◆ Requirement:
Leave out the pictures and set down exactly the lines from the start of the listing through the one with "Digitize the connectivity", both included.

Exercise inputs START

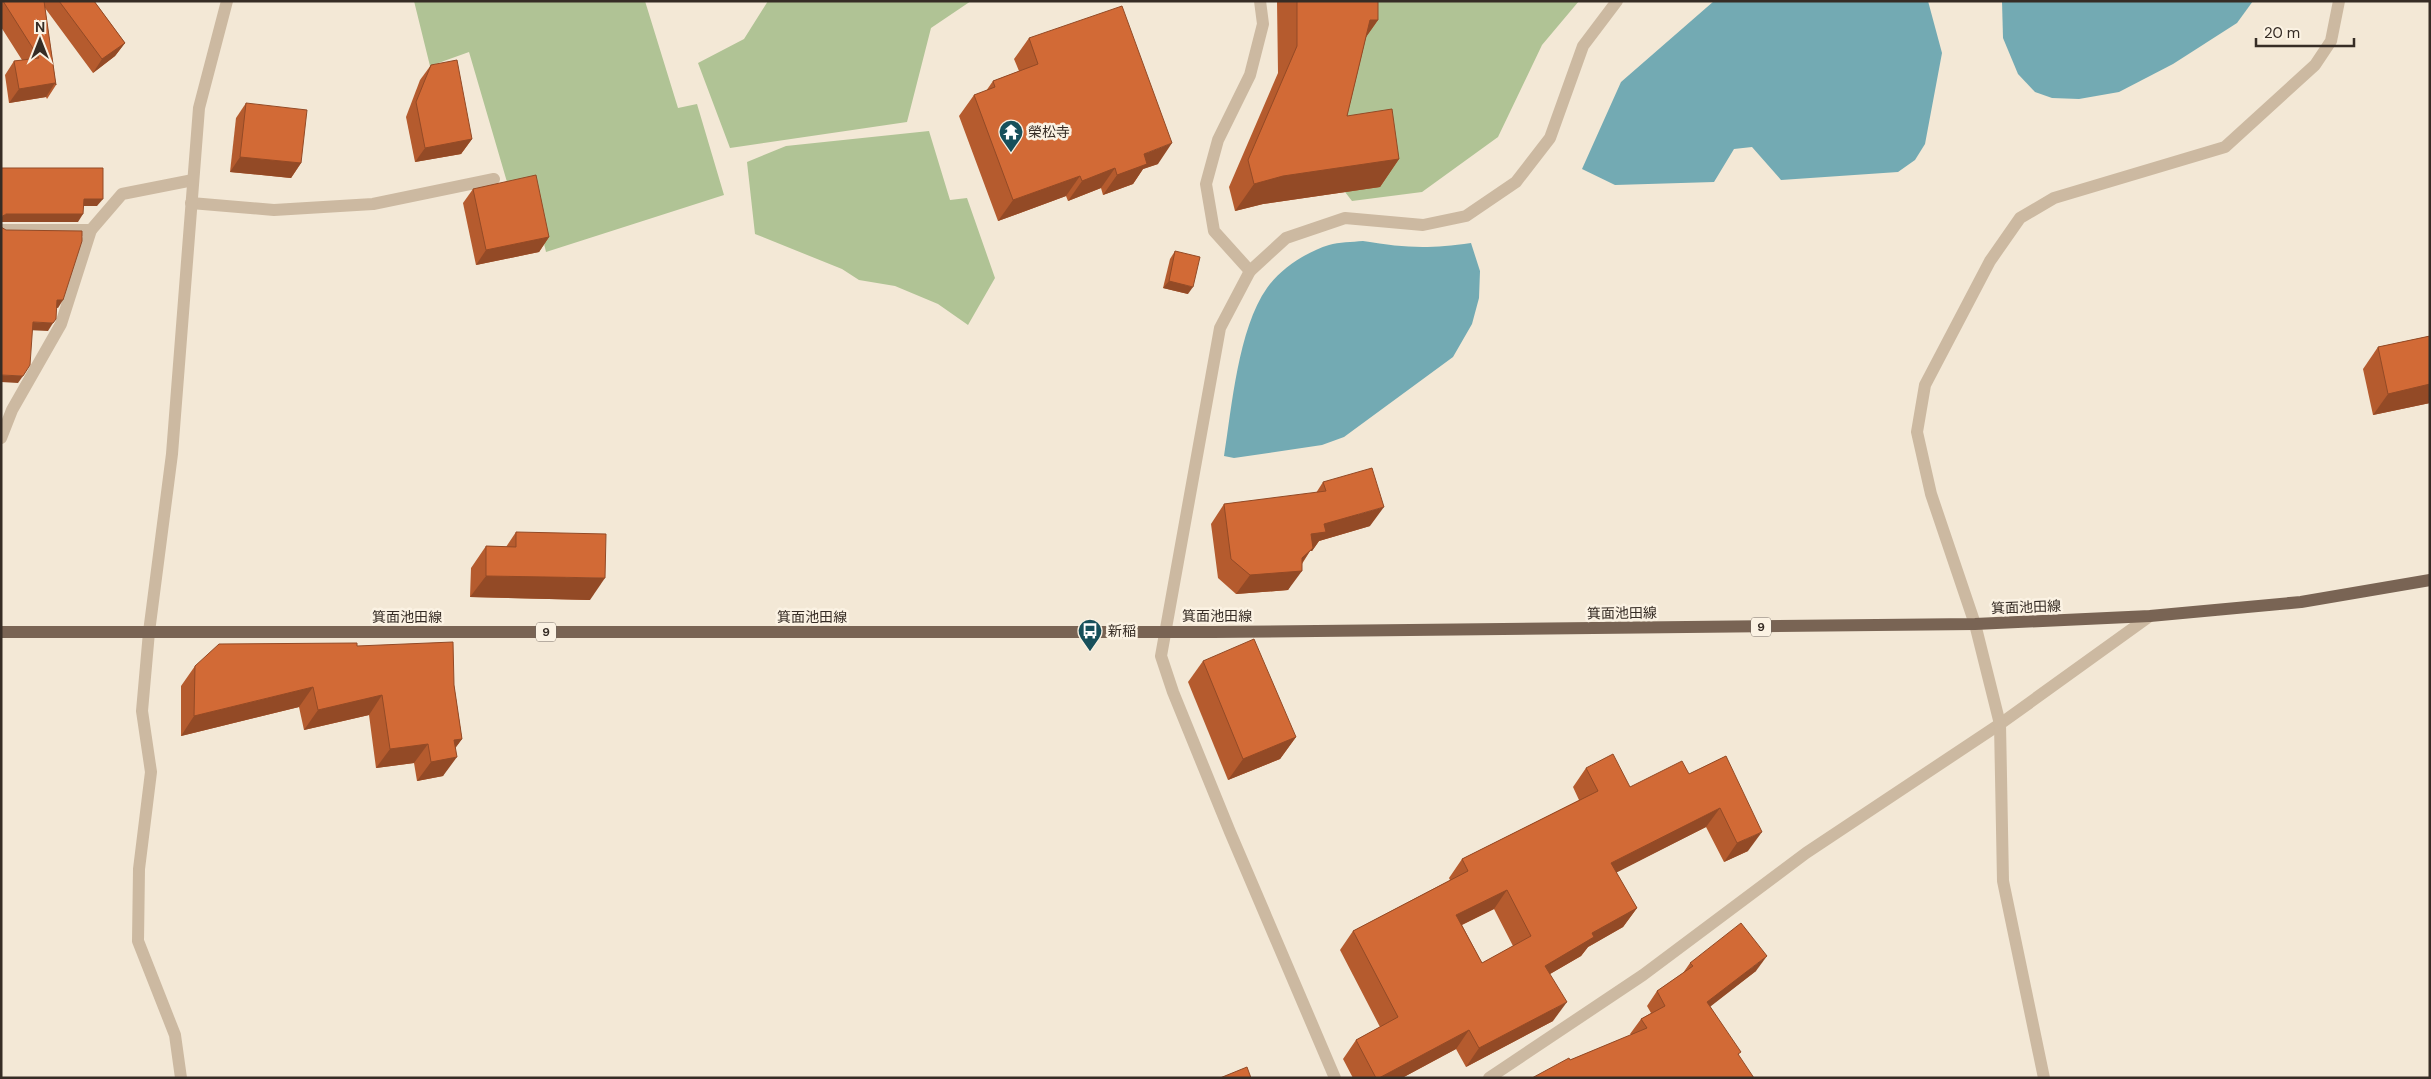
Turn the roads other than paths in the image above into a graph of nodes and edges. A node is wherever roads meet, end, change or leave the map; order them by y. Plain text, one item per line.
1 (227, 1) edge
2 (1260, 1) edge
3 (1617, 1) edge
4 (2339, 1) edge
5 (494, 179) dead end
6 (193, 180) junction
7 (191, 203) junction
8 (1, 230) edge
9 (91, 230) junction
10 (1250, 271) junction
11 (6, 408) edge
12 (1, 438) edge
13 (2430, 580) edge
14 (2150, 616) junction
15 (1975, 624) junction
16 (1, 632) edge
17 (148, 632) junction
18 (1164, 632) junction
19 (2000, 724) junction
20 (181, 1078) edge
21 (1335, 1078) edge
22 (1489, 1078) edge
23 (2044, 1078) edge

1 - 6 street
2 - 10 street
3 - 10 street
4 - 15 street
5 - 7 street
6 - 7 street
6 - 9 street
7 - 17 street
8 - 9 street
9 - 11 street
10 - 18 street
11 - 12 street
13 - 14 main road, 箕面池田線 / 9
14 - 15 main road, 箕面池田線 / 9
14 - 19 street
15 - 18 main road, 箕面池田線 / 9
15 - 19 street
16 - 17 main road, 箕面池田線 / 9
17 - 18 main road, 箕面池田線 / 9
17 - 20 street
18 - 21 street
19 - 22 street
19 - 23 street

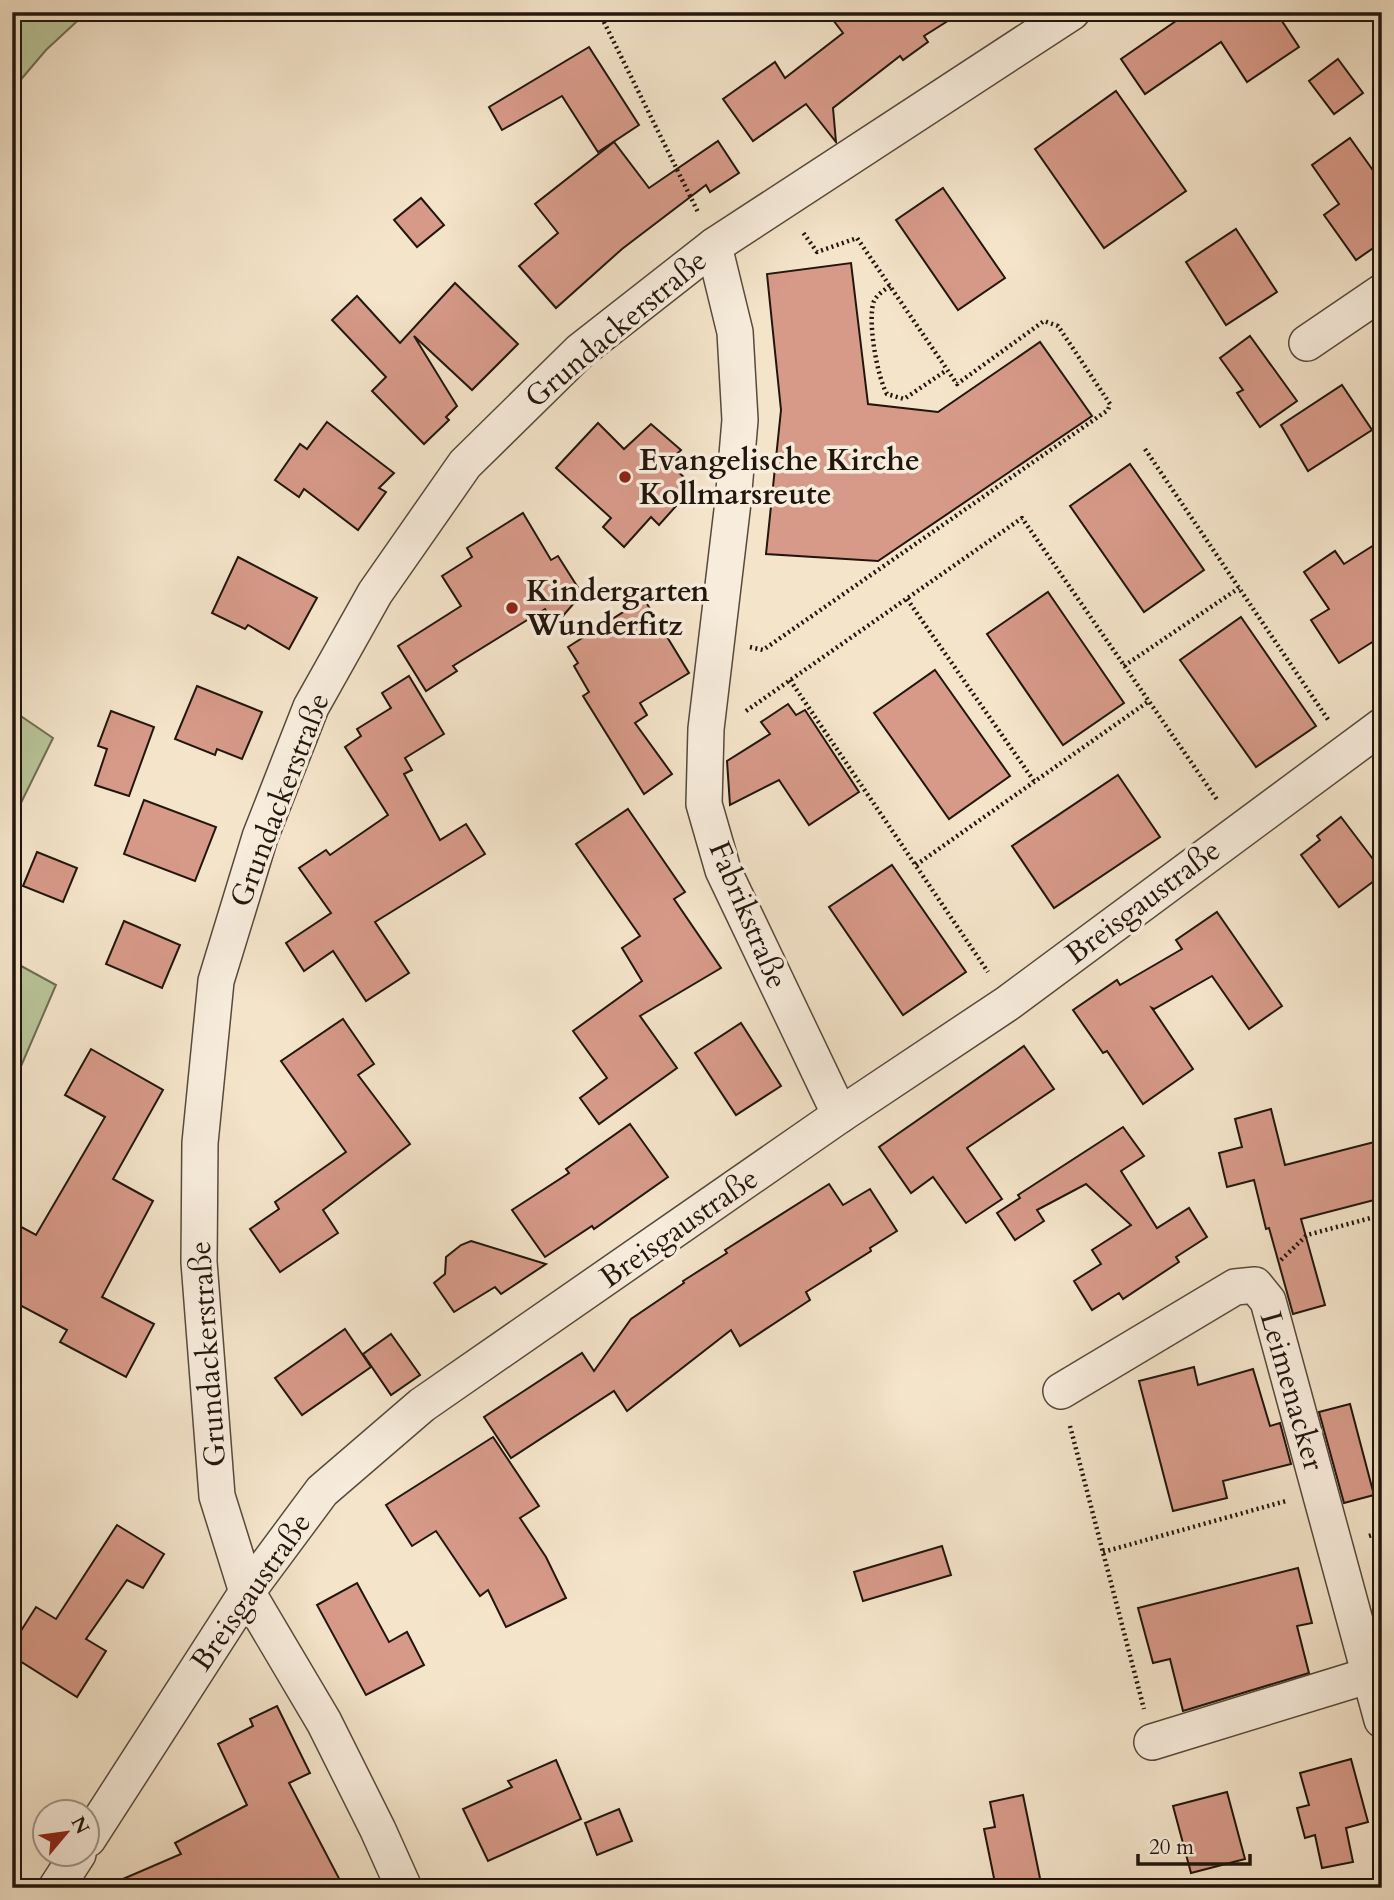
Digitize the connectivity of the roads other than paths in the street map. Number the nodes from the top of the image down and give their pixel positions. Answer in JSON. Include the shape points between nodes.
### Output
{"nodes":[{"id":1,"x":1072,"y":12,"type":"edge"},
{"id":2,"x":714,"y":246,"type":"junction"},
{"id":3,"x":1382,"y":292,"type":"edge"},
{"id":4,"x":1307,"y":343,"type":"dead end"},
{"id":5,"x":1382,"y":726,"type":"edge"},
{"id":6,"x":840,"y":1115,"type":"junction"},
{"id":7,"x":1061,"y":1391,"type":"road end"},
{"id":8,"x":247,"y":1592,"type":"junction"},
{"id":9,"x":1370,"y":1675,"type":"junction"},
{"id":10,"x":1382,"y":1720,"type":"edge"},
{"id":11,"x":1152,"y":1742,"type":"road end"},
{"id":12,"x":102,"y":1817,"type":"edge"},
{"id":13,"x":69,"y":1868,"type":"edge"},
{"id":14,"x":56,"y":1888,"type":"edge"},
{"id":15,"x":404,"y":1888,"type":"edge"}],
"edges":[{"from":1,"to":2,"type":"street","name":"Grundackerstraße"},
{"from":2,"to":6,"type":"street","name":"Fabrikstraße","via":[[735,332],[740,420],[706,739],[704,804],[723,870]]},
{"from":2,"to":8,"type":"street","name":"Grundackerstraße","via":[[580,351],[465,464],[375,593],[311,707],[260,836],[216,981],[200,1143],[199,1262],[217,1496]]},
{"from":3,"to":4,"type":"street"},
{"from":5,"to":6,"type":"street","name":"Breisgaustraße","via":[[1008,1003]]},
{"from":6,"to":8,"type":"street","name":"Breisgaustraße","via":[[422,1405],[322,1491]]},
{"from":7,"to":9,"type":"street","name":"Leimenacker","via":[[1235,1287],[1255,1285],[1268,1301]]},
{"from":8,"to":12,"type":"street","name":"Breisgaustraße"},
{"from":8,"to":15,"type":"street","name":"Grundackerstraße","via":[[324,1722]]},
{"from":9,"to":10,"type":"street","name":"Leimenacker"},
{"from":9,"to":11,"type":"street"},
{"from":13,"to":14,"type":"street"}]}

Exercise inputs END

◆ Worked solution:
Turn the roads other than paths in the image above into a graph of nodes and edges. A node is wherever roads meet, end, change or leave the map; order them by y. Plain text, one item per line.
1 (227, 1) edge
2 (1260, 1) edge
3 (1617, 1) edge
4 (2339, 1) edge
5 (494, 179) dead end
6 (193, 180) junction
7 (191, 203) junction
8 (1, 230) edge
9 (91, 230) junction
10 (1250, 271) junction
11 (6, 408) edge
12 (1, 438) edge
13 (2430, 580) edge
14 (2150, 616) junction
15 (1975, 624) junction
16 (1, 632) edge
17 (148, 632) junction
18 (1164, 632) junction
19 (2000, 724) junction
20 (181, 1078) edge
21 (1335, 1078) edge
22 (1489, 1078) edge
23 (2044, 1078) edge

1 - 6 street
2 - 10 street
3 - 10 street
4 - 15 street
5 - 7 street
6 - 7 street
6 - 9 street
7 - 17 street
8 - 9 street
9 - 11 street
10 - 18 street
11 - 12 street
13 - 14 main road, 箕面池田線 / 9
14 - 15 main road, 箕面池田線 / 9
14 - 19 street
15 - 18 main road, 箕面池田線 / 9
15 - 19 street
16 - 17 main road, 箕面池田線 / 9
17 - 18 main road, 箕面池田線 / 9
17 - 20 street
18 - 21 street
19 - 22 street
19 - 23 street

Digitize the connectivity of the roads other than paths in the street map. Number the nodes from the top of the image down and give their pixel positions. Answer in JSON. Include the shape points between nodes.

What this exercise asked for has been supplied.